CHAPTER 22 Managing submandibular glands
History
In search of the artistically pleasing neck through the addition of subplatysmal fat contouring and submandibular gland treatment
1968: Millard – Submandibular lipectomy.
1972: Millard – Submental and submandibular lipectomies in conjunction with rhytidectomy.
1978: Connell – Contouring the neck in rhytidectomy by lipectomy and a muscle sling.
1979: Aston – Platysma muscle alterations in rhytidoplasty.
1983: Owsley Jr. – SMAS-platysma face lift: a bidirectional cervicofacial rhytidectomy.
1985: Courtiss – Suction lipectomy of the neck.
1985: Giampapa – Neck recontouring with suture suspension and liposuction.

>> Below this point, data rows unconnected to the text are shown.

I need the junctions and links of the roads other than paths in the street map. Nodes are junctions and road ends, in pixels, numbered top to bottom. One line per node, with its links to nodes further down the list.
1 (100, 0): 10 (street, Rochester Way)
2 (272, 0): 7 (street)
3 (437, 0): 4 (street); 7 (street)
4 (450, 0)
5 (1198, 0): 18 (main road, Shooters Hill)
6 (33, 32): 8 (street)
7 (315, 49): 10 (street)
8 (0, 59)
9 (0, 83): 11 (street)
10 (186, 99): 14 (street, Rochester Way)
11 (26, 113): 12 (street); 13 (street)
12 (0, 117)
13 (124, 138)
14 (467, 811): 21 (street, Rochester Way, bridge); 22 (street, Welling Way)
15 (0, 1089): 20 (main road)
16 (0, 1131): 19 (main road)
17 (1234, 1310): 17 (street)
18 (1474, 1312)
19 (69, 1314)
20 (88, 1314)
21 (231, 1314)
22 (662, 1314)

1990: Feldman – Corset platysmaplasty.
1991: de Pina – Aesthetic resection of the submandibular gland.
2006: Sullivan – MRI study demonstrating increasing submandibular gland ptosis with age.
Physical evaluation
• Key features of the aged neck include platysmal banding, pre- and/or subplatysmal fat deposits, skin laxity, and submandibular gland ptosis.
• Indications include young patients with a prematurely aged neck, or older patients with the neck contour issues as a prominent aspect of facial aging.
• Signs of cervicofacial aging may initially manifest as faint vertical platysmal bands overlying the thyroid cartilage and hyoid.
• These progress to longer, more pronounced bands as more support is lost from the retaining ligaments and the platysma descends further.
• A cervical obliquity, which may be composed of pre- and subplatysmal fat deposits.
• Submental fullness may be addressed with conservative contouring of pre- and or subplatysmal fat, but one must be concerned that this does not unmask submandibular gland ptosis.
• Fullness laterally below the mandible, may be the result of the ptotic submandibular gland, and this may be addressed via gland resection or suspension.
• Patients undergoing other aesthetic facial surgical procedures may accentuate the appearance of untreated submandibular gland ptosis.
Technical steps
Ligaments in the neck, analogous to the retaining ligaments in the cheek, help suspend the soft-tissues. The mandibular ligaments affix the overlying skin to the inferior aspect of the mandible, and help to define the anterior aspect of the jowls in the aged face. The thin fascial support in the preauricular region is the platysma-auricular ligament, and attaches the posterosuperior platysma to the skin. Anteriorly, the skin is tethered to the superficial musculoaponeurotic system SMAS and platysma via the anterior platysma–cutaneous ligaments. These ligaments check the descent of the soft-tissues of the neck in aging, and are disrupted to allow for proper redraping of the skin during neck rejuvenation.
SMAS suspension/platysmal plication
The anterior platysma is approached through a transverse submental incision (Fig. 22.1). The submental skin and a smooth, consistent layer of adjoining fat are then undermined inferiorly to the level of the cricoid. To correct the platysmal bands, the muscle is freed on the edges from the deeper subplatysmal fat and anterior bellies of the digastric muscles. The platysmal edges are grasped with forceps and brought together in the midline. The excess tissue is then resected as described below, and the edges brought together with interrupted and then a running suture from inferior to superior.